▶ _EXERCISE DETAILS_: Each line containing the string "dead" should be copied out of the entries.

▶ _INFORMATION PROVIDED_:
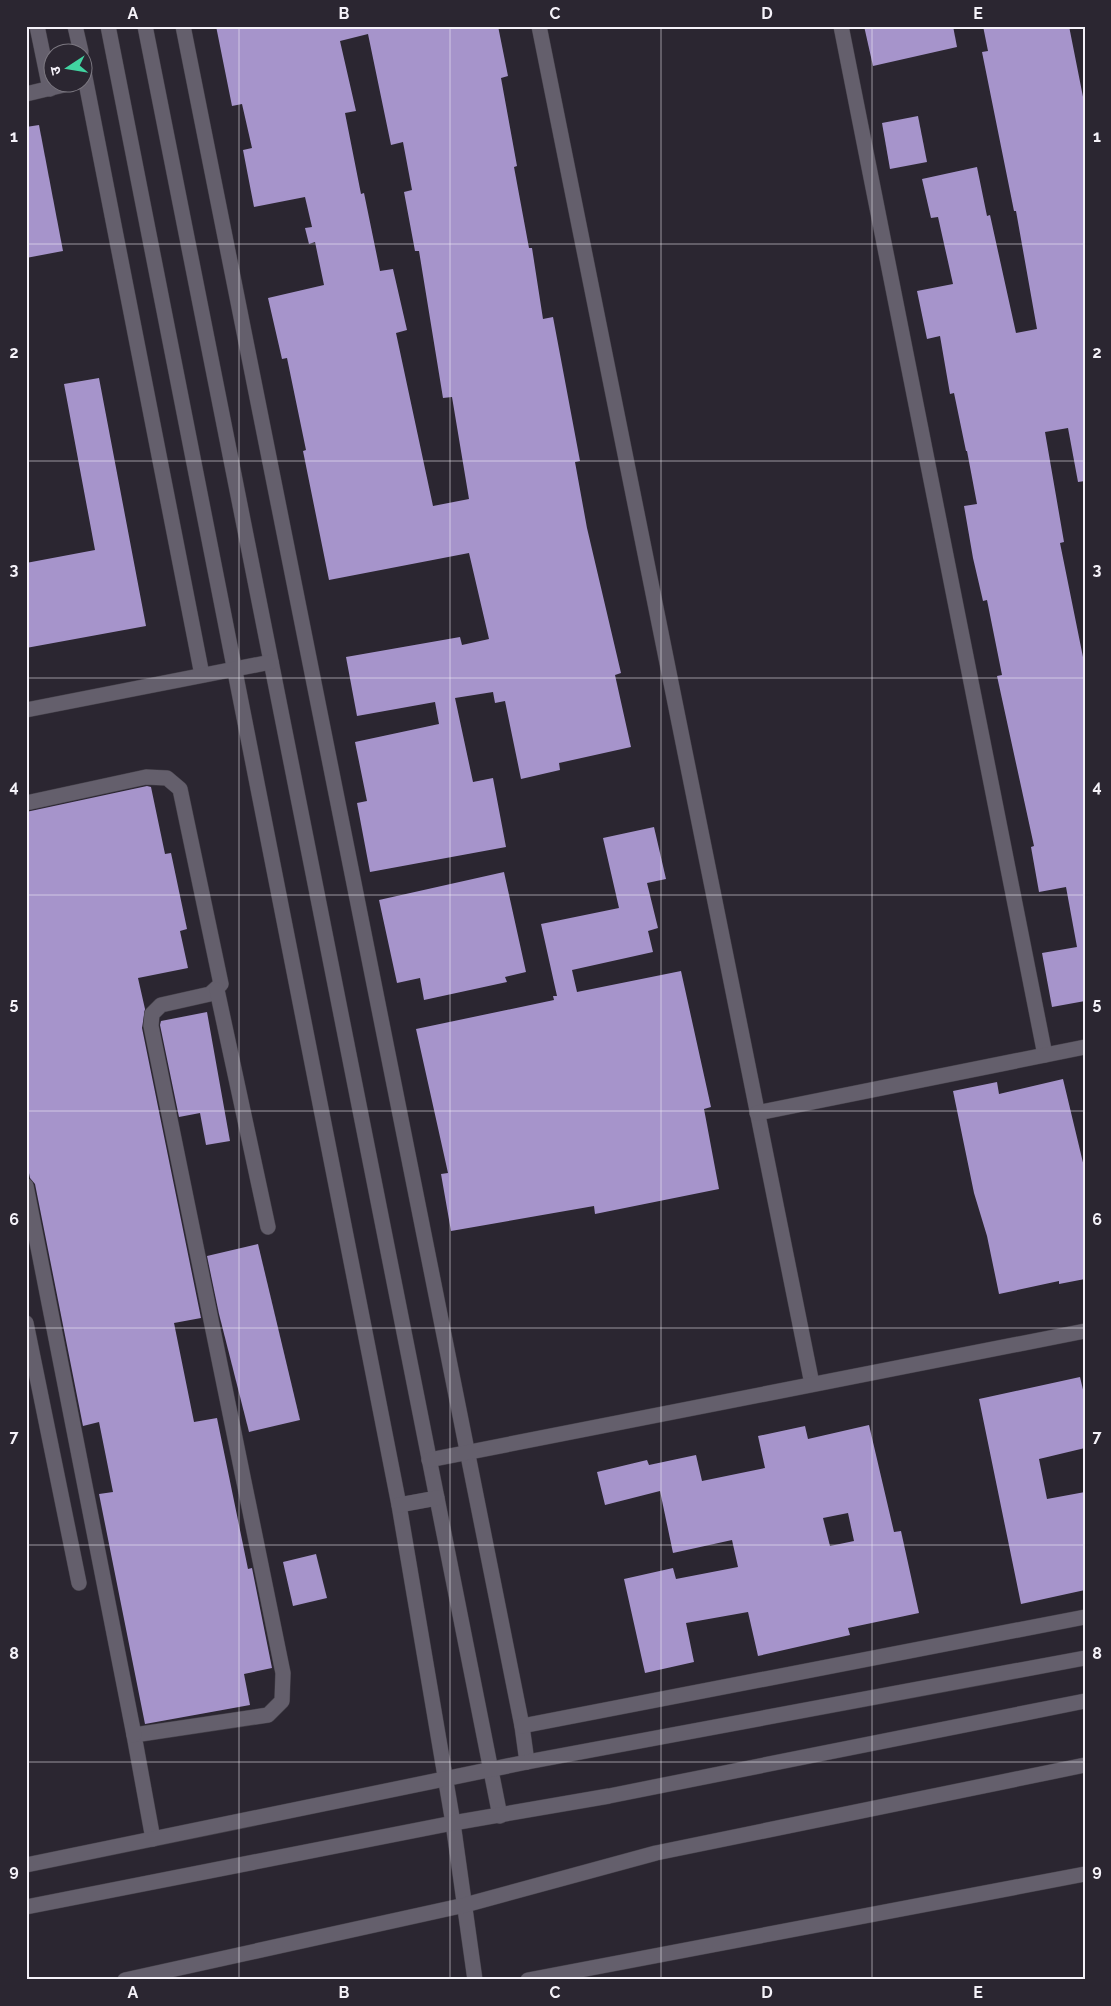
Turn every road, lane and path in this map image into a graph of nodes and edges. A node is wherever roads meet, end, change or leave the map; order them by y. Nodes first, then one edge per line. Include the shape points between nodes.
1 (37, 26) edge
2 (75, 26) edge
3 (108, 26) edge
4 (145, 26) edge
5 (183, 26) edge
6 (539, 26) edge
7 (841, 26) edge
8 (79, 42) edge
9 (42, 50) edge
10 (42, 91) edge
11 (83, 92) edge
12 (26, 94) edge
13 (271, 662) junction
14 (233, 669) junction
15 (202, 675) junction
16 (26, 710) edge
17 (26, 804) edge
18 (218, 990) junction
19 (1085, 1047) edge
20 (1045, 1055) junction
21 (757, 1113) junction
22 (26, 1186) edge
23 (268, 1227) dead end
24 (26, 1323) edge
25 (1085, 1331) edge
26 (812, 1384) junction
27 (468, 1452) junction
28 (429, 1460) junction
29 (437, 1498) junction
30 (399, 1505) junction
31 (79, 1583) dead end
32 (1085, 1618) edge
33 (1085, 1658) edge
34 (1085, 1701) edge
35 (522, 1726) junction
36 (134, 1735) junction
37 (527, 1762) junction
38 (1085, 1765) edge
39 (491, 1771) junction
40 (445, 1779) junction
41 (500, 1816) junction
42 (453, 1823) junction
43 (153, 1839) junction
44 (26, 1865) edge
45 (1085, 1874) edge
46 (465, 1905) junction
47 (26, 1906) edge
48 (125, 1980) edge
49 (475, 1980) edge
50 (528, 1980) edge

1 - 9 street
2 - 8 street
3 - 14 street
4 - 13 street
5 - 27 street
6 - 21 street
7 - 20 street
10 - 12 street
11 - 15 street
13 - 14 street
13 - 28 street
14 - 15 street
14 - 30 street
15 - 16 street
17 - 18 street via 146,778 167,778 180,789 221,984
18 - 23 street
18 - 36 street via 161,1005 152,1014 151,1026 283,1673 282,1701 268,1715
19 - 20 street
20 - 21 street
21 - 26 street
22 - 36 street
24 - 31 street
25 - 26 street
26 - 27 street
27 - 28 street
27 - 35 street
28 - 29 street
29 - 30 street
29 - 39 street
30 - 40 street
32 - 35 street
33 - 37 street
34 - 41 street
35 - 37 street
36 - 43 street
37 - 39 street
38 - 46 street via 656,1853
39 - 40 street
39 - 41 street
40 - 42 street
40 - 43 street
41 - 42 street
42 - 46 street
42 - 47 street
43 - 44 street
45 - 50 street
46 - 48 street
46 - 49 street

▶ _WRITTEN REPLY_:
23 (268, 1227) dead end
31 (79, 1583) dead end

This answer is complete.